See, my dad suffers from massive heart problems and I’m the “responsible party” in charge of his bills, not to mention the one who finances his stay at Village on the Park, a nearby assisted living center. I would have loved for him to live with me (not that there’s enough space in my one-bedroom efficiency), but it’s best that he stays there. They have twenty-four-hour monitoring and make sure he takes his medications, which he “forgets” to do when left to his own devices.

Besides, he claims he’s never been happier. The women there are “silver foxes,” he says, and eager for masculine attention. Dare I mention those silver foxes cost more than high-priced hookers because my dad is always popping the Viagra he buys from his friends?

I’ll do anything to ensure my dad’s happiness, though, the way he unselfishly ensured my happiness throughout my entire childhood. So I desperately need to keep my current job and get the one I’m interviewing for after my shift.
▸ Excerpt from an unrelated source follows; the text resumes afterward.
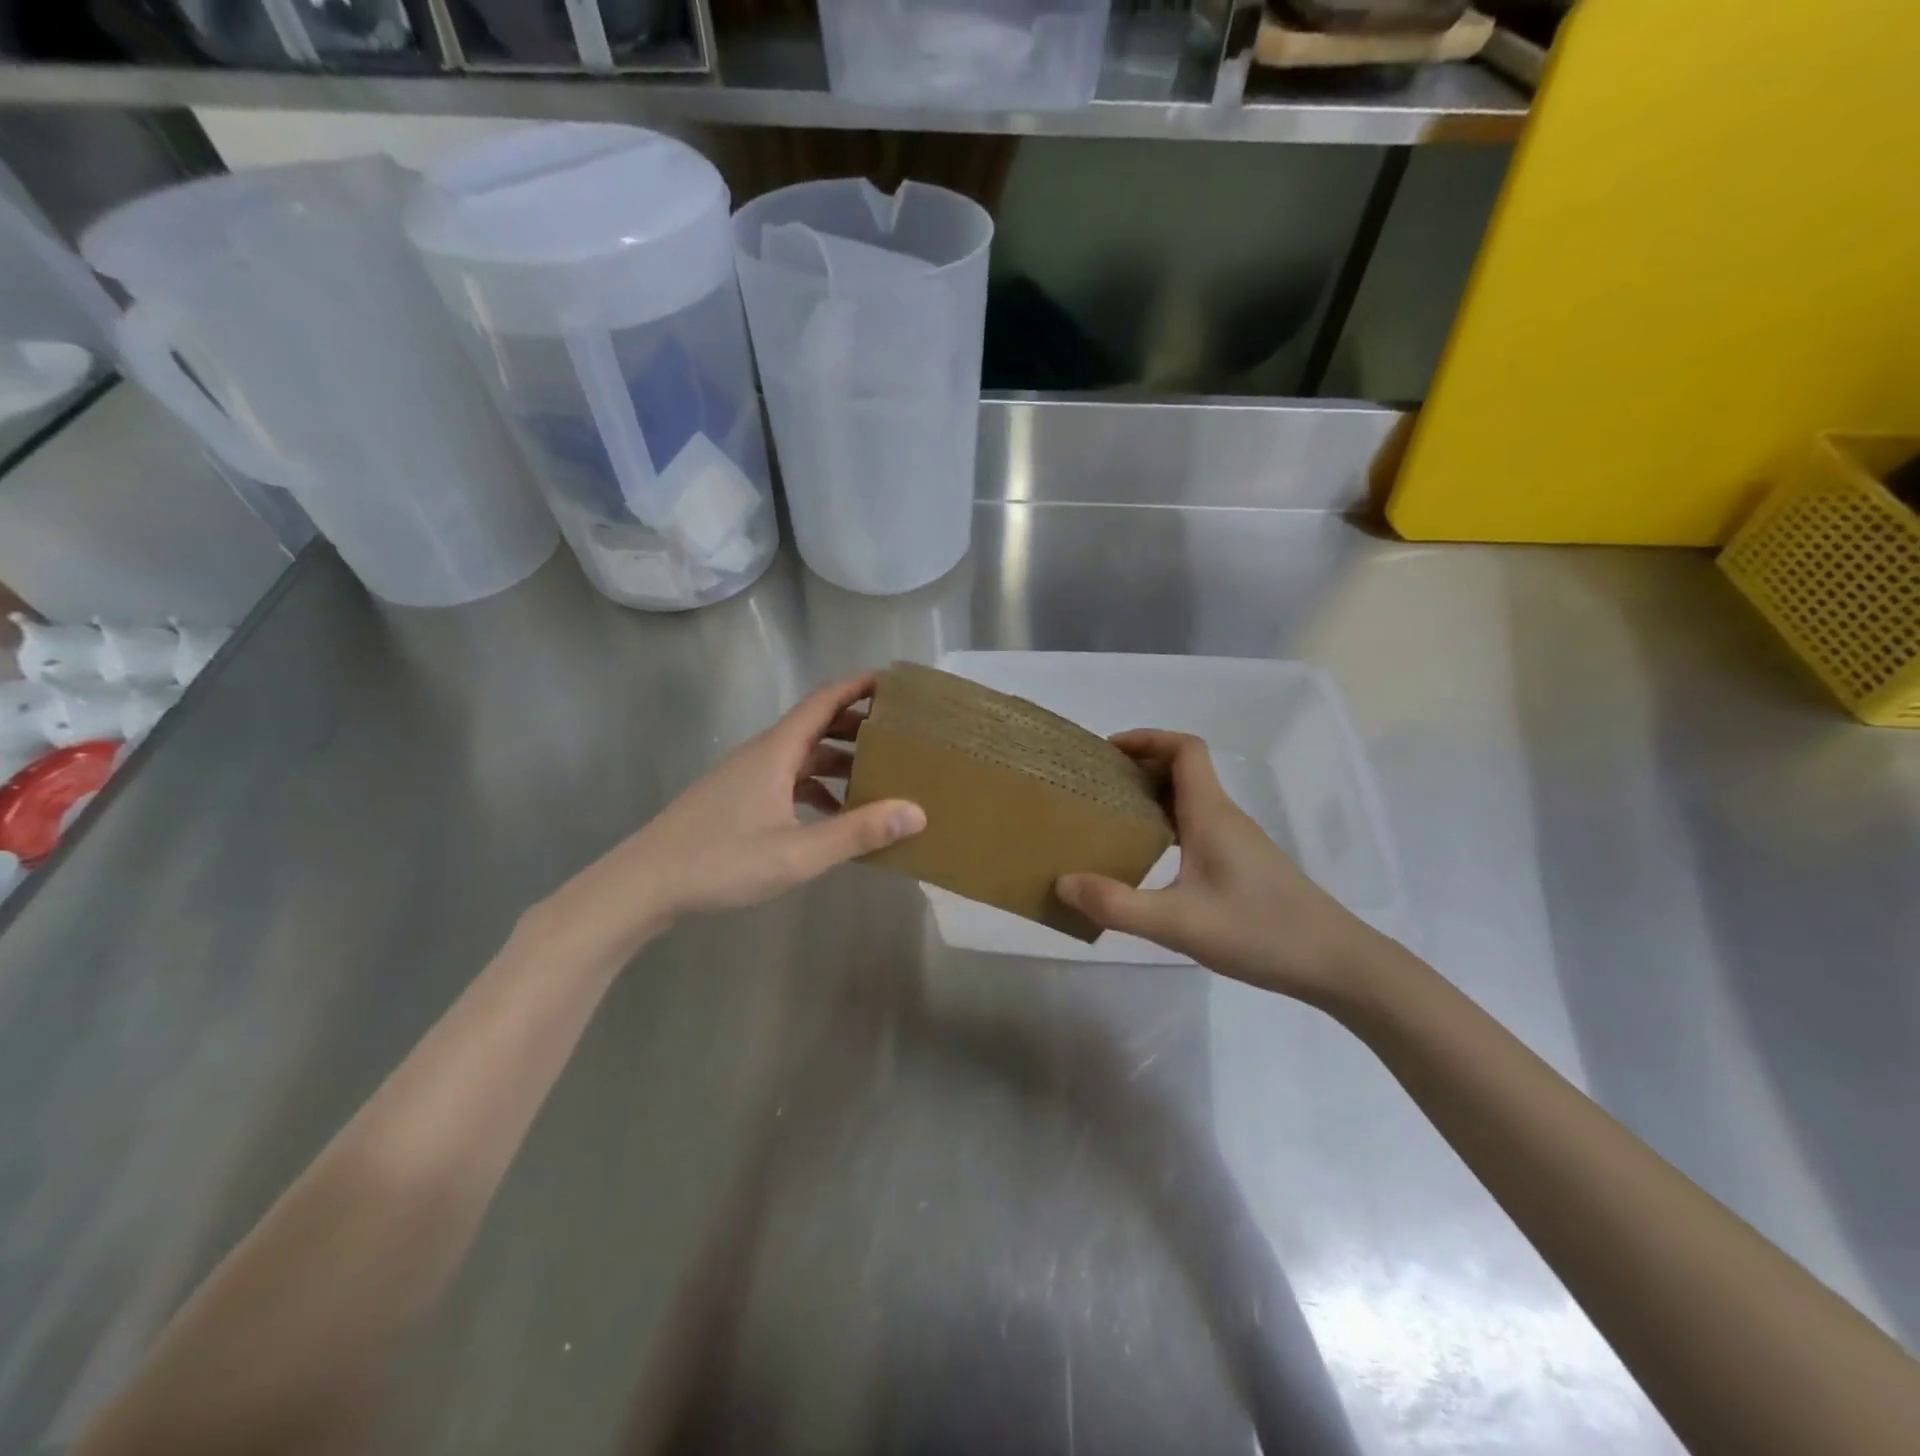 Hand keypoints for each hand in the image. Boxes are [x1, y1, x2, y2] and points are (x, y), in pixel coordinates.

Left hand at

Can’t be late, can’t be late, can’t be late, I mentally chanted as I searched for my coffee-stained tennis shoes. I’ve spilled more cappuccinos on them than I’ve served to high-class snobs. Needless to say, I’ve served a lot of high-class snobs.

“Aha! Found you, you dirty little bastards.” When had I put them in the refrigerator? I tugged them on, shivering as my toes grew numb from the cold.

Meanwhile, the clock ticked away more precious minutes.

I hastily applied blush, mascara and gloss. You’d think the need for money would inspire me to wake up bright and early every morning no matter the circumstances, but you’d be wrong. I was too tired to do bright and early today, even for a stack of greens. Last night I’d bartended a bachelorette party until 3:00 a.m. Me, a girl who knows nothing about alcohol. Sex on the Beach-sure, with the right man. Fuzzy Navel-uh, shower, anyone? Tom Collins-who the hell?